-- Available records --
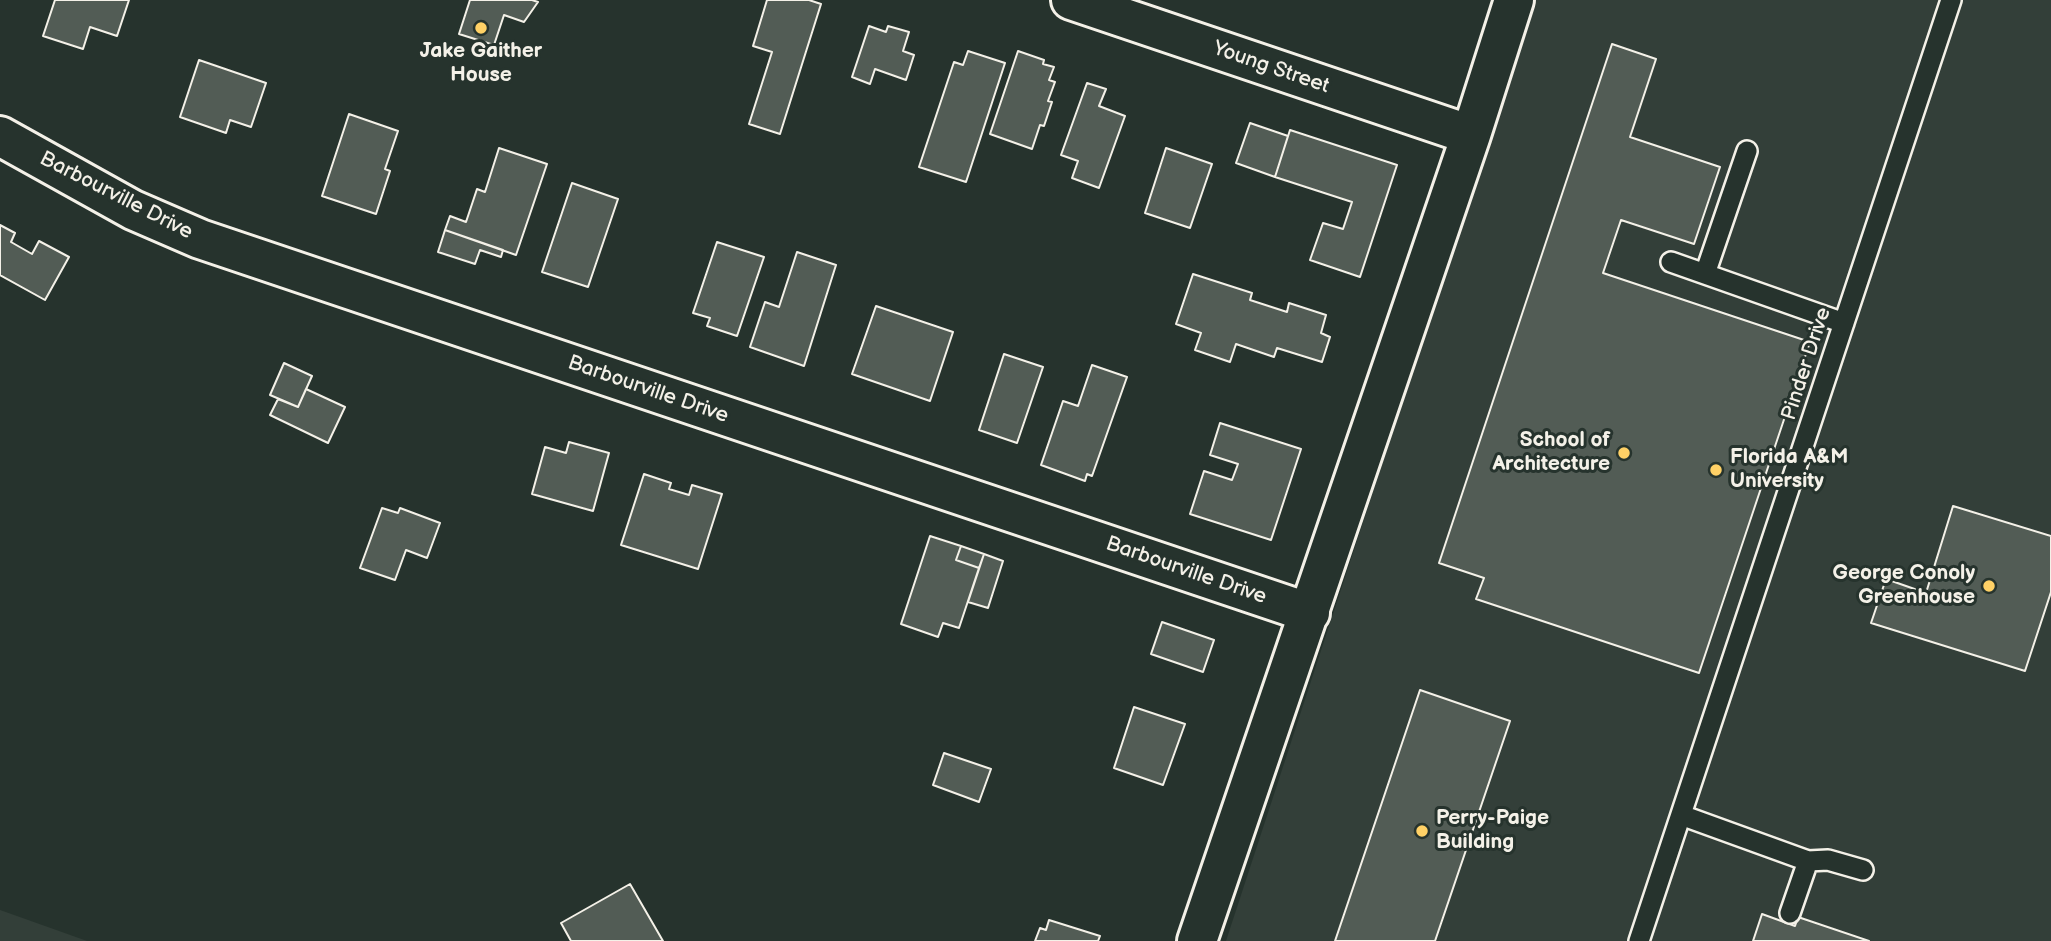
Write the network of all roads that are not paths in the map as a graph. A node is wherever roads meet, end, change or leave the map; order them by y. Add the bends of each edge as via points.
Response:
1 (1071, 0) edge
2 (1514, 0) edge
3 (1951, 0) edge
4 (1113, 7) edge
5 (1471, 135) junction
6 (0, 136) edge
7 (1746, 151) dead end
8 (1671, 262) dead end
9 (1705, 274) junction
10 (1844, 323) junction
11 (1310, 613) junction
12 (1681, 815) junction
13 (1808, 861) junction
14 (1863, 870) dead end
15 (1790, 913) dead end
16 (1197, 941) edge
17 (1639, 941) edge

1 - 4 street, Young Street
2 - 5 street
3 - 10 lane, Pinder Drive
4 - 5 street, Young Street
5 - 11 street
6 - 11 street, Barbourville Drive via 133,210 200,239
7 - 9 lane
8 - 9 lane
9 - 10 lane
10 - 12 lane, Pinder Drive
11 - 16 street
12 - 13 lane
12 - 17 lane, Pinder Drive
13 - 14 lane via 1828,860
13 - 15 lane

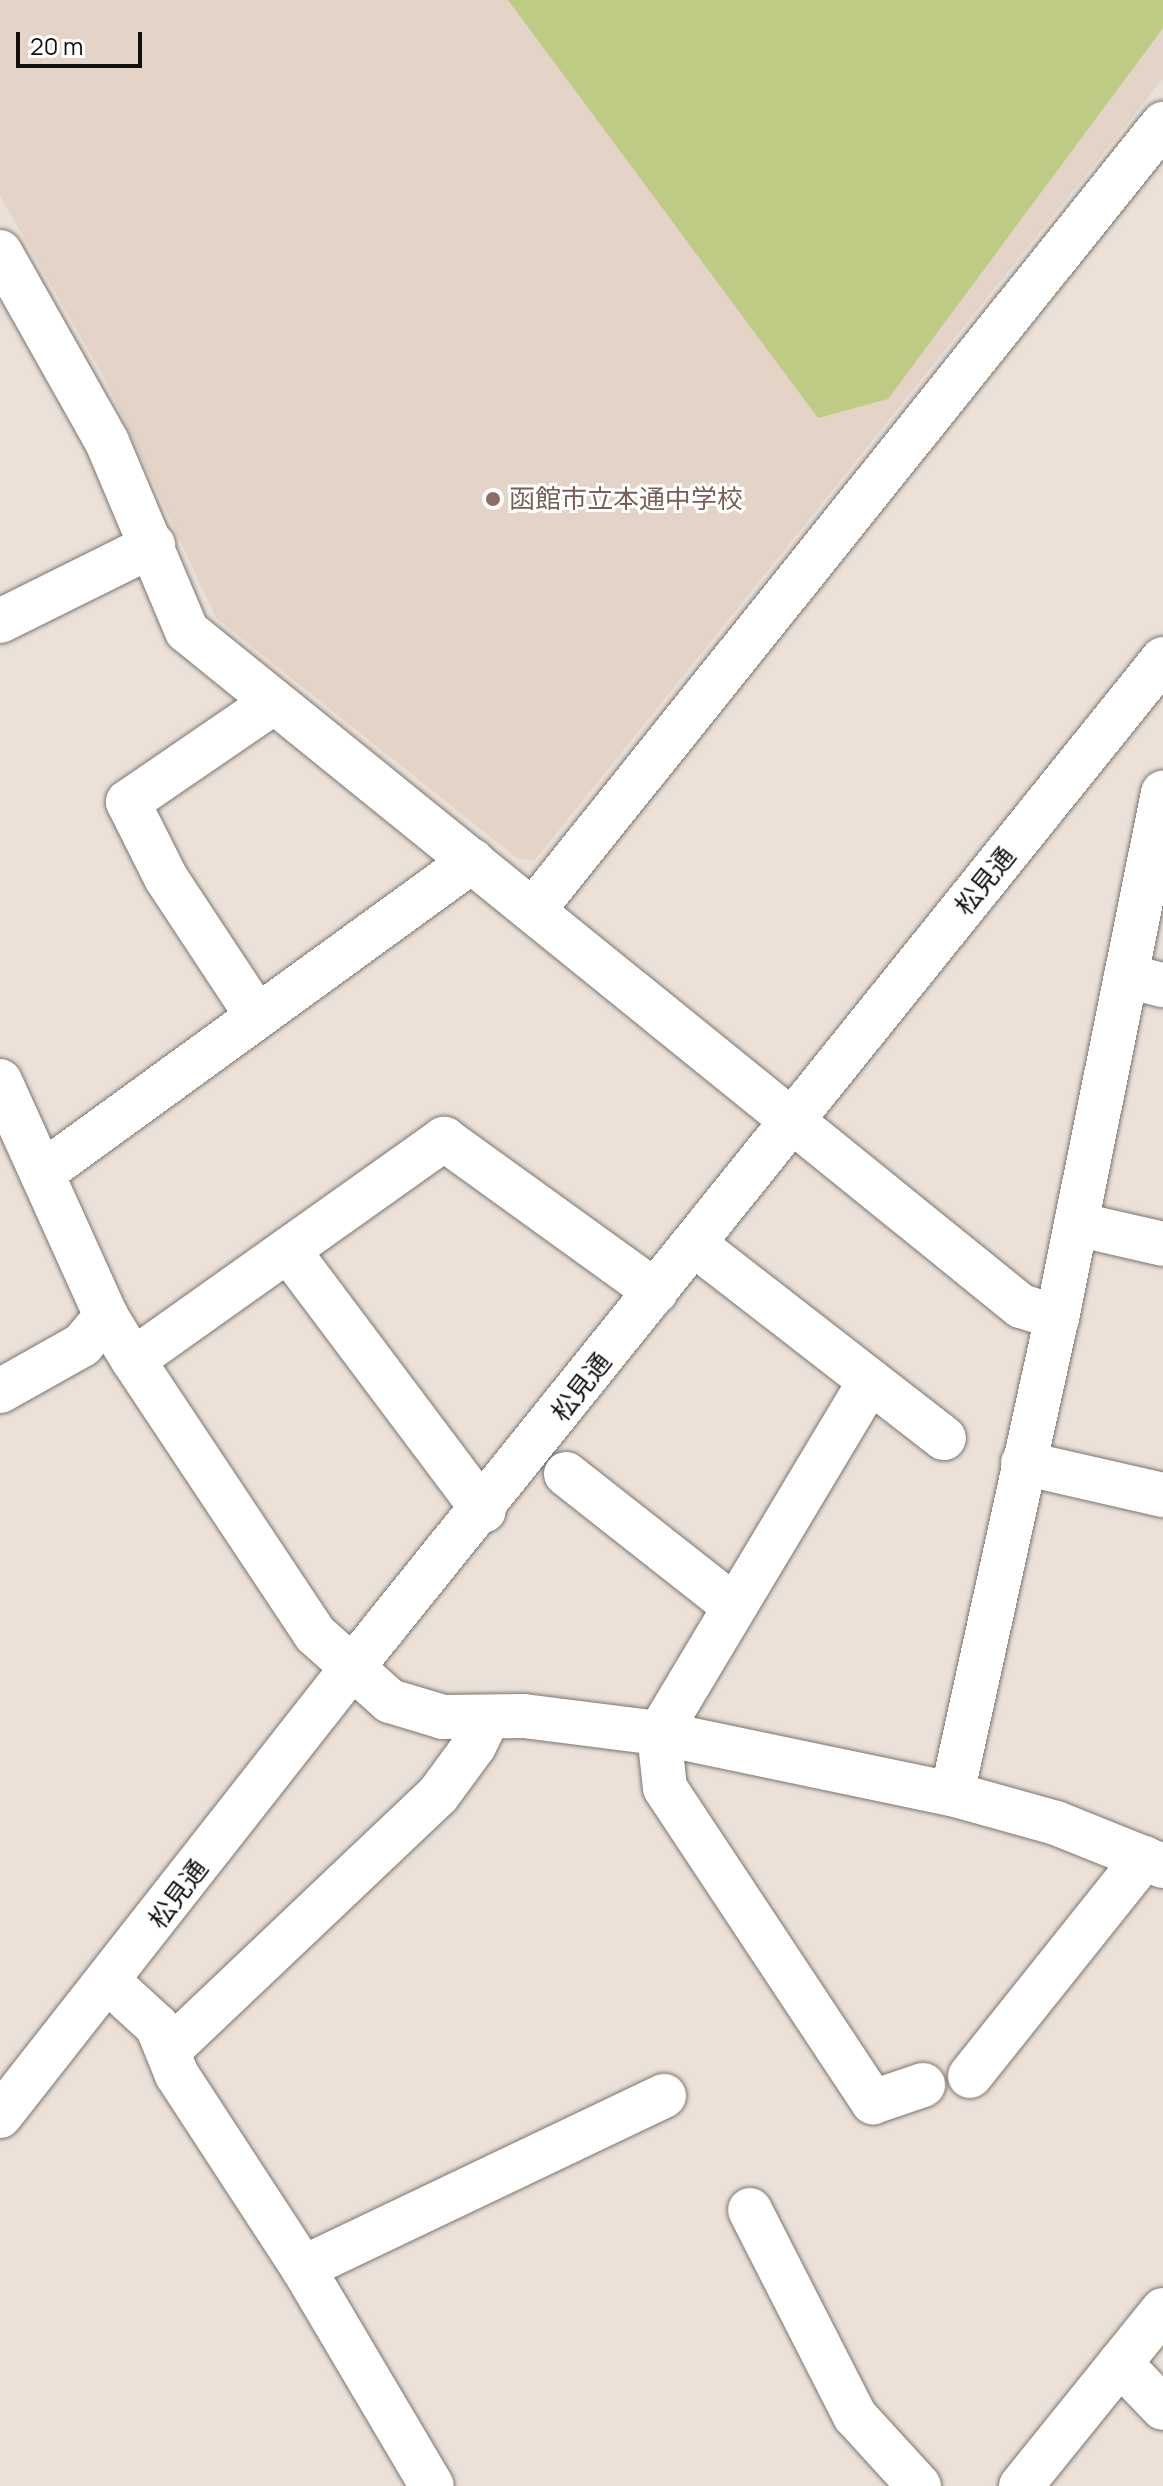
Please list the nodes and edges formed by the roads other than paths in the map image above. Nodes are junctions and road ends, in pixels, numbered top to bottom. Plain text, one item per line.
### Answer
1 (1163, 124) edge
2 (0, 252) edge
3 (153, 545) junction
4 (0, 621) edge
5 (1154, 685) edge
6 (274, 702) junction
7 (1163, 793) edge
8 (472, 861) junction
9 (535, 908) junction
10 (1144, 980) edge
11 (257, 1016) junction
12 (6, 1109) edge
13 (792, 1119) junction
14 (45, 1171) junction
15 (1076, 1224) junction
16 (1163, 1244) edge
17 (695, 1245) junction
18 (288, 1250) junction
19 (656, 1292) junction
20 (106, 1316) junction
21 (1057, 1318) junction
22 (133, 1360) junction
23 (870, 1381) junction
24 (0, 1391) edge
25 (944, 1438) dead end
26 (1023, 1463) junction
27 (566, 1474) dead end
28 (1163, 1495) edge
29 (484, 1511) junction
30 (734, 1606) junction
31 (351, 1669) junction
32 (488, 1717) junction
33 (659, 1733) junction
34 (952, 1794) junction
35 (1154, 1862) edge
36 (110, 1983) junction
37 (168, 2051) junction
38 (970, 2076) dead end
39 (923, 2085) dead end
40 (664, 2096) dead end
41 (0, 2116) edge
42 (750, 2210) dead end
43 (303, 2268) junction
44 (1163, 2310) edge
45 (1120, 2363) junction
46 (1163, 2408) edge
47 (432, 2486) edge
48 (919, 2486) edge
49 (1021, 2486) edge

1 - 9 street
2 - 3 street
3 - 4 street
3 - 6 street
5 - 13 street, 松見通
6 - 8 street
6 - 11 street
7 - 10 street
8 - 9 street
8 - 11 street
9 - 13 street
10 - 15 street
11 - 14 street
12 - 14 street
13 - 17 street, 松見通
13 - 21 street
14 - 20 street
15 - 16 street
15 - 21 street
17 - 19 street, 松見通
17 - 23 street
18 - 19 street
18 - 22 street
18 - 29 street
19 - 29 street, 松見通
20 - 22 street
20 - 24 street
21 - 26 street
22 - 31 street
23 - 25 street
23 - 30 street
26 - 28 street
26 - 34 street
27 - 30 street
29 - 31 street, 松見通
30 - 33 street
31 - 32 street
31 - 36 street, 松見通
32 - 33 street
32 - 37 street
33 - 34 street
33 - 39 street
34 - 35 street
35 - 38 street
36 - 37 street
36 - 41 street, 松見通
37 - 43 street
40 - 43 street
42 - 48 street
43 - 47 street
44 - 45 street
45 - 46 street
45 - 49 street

...

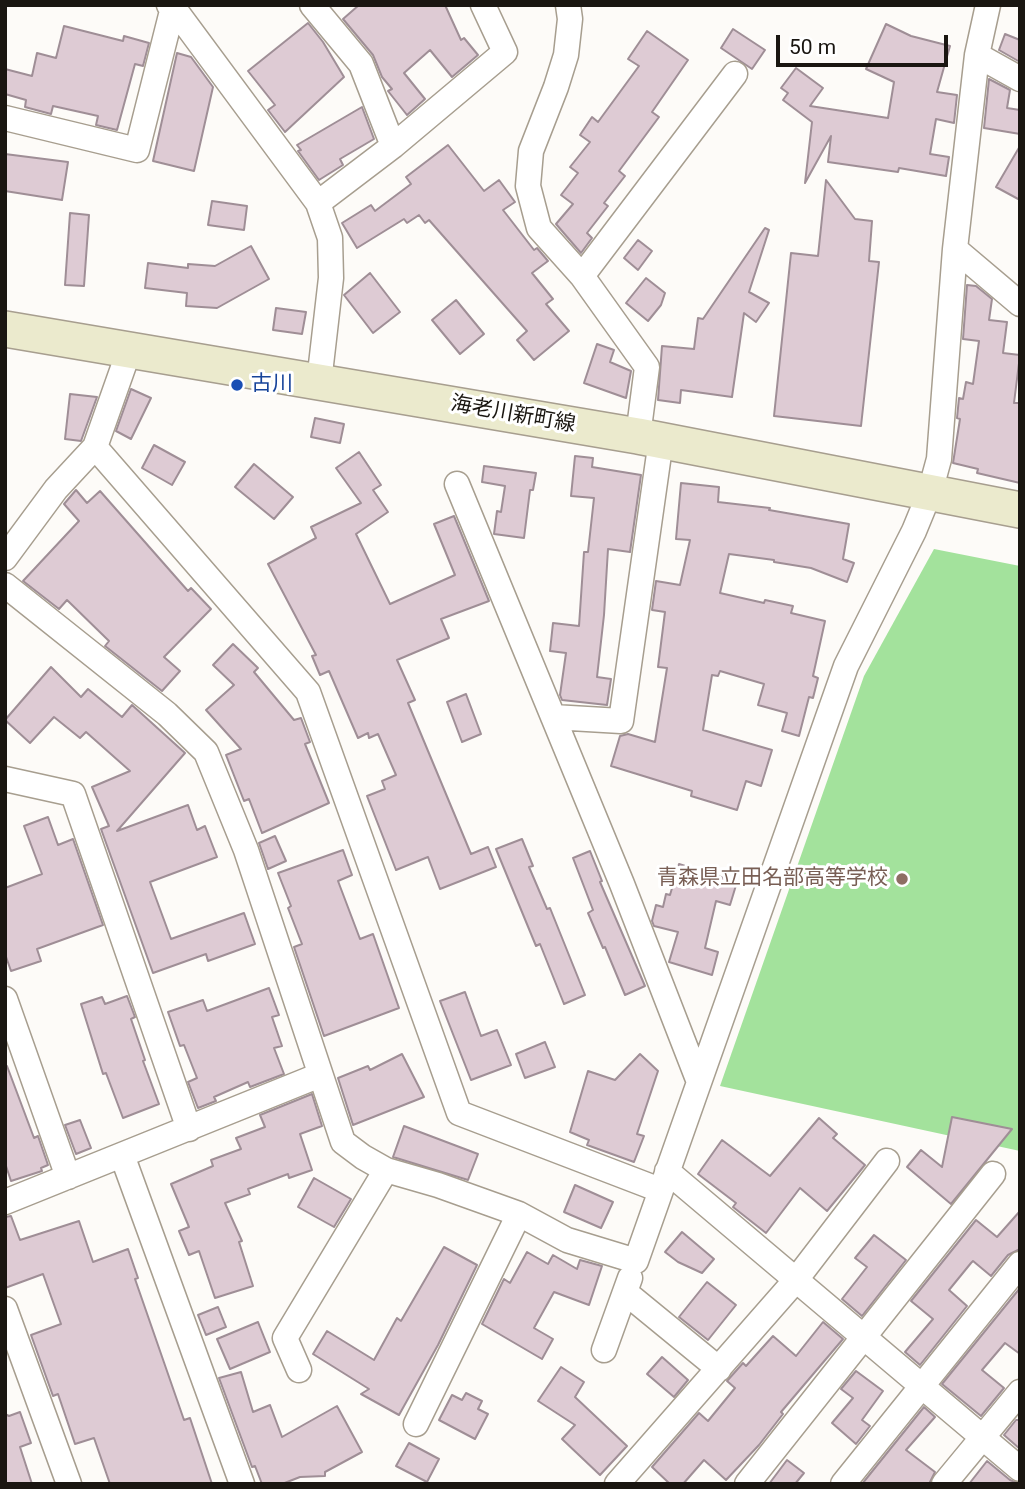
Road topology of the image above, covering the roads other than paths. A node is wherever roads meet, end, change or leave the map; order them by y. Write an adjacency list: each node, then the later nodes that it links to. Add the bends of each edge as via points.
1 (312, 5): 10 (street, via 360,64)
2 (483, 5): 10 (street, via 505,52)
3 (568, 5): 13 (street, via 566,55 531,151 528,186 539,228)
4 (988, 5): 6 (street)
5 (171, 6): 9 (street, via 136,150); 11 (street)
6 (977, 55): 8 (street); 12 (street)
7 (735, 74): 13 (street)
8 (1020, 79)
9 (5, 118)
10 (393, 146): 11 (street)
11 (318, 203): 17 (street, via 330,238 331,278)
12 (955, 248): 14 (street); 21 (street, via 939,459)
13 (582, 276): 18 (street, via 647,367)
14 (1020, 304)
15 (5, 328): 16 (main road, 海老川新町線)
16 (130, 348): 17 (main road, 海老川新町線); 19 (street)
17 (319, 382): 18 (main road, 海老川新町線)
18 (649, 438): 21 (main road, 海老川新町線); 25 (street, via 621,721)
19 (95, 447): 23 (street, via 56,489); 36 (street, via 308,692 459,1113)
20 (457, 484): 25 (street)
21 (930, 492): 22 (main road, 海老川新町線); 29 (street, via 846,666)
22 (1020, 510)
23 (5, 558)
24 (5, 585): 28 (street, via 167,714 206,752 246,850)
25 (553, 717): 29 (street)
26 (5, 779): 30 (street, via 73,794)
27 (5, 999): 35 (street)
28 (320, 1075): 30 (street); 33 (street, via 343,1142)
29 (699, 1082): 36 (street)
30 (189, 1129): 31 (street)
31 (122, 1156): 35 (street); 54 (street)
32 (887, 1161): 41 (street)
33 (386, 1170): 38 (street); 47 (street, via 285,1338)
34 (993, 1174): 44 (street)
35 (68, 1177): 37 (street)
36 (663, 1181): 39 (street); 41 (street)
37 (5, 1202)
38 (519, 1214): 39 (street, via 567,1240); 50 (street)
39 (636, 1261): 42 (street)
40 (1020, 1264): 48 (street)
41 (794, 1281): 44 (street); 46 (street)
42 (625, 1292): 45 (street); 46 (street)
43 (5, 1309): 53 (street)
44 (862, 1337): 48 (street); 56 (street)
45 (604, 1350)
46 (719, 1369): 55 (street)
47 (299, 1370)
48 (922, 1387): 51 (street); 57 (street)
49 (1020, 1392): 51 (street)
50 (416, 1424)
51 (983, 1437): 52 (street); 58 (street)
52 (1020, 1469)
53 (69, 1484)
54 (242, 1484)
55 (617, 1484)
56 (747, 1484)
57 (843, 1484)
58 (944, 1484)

-- Exercise prompt --
Would you give the number of lines in this listing that include "Pinder"? Only the number, please.

-- Your solution --
3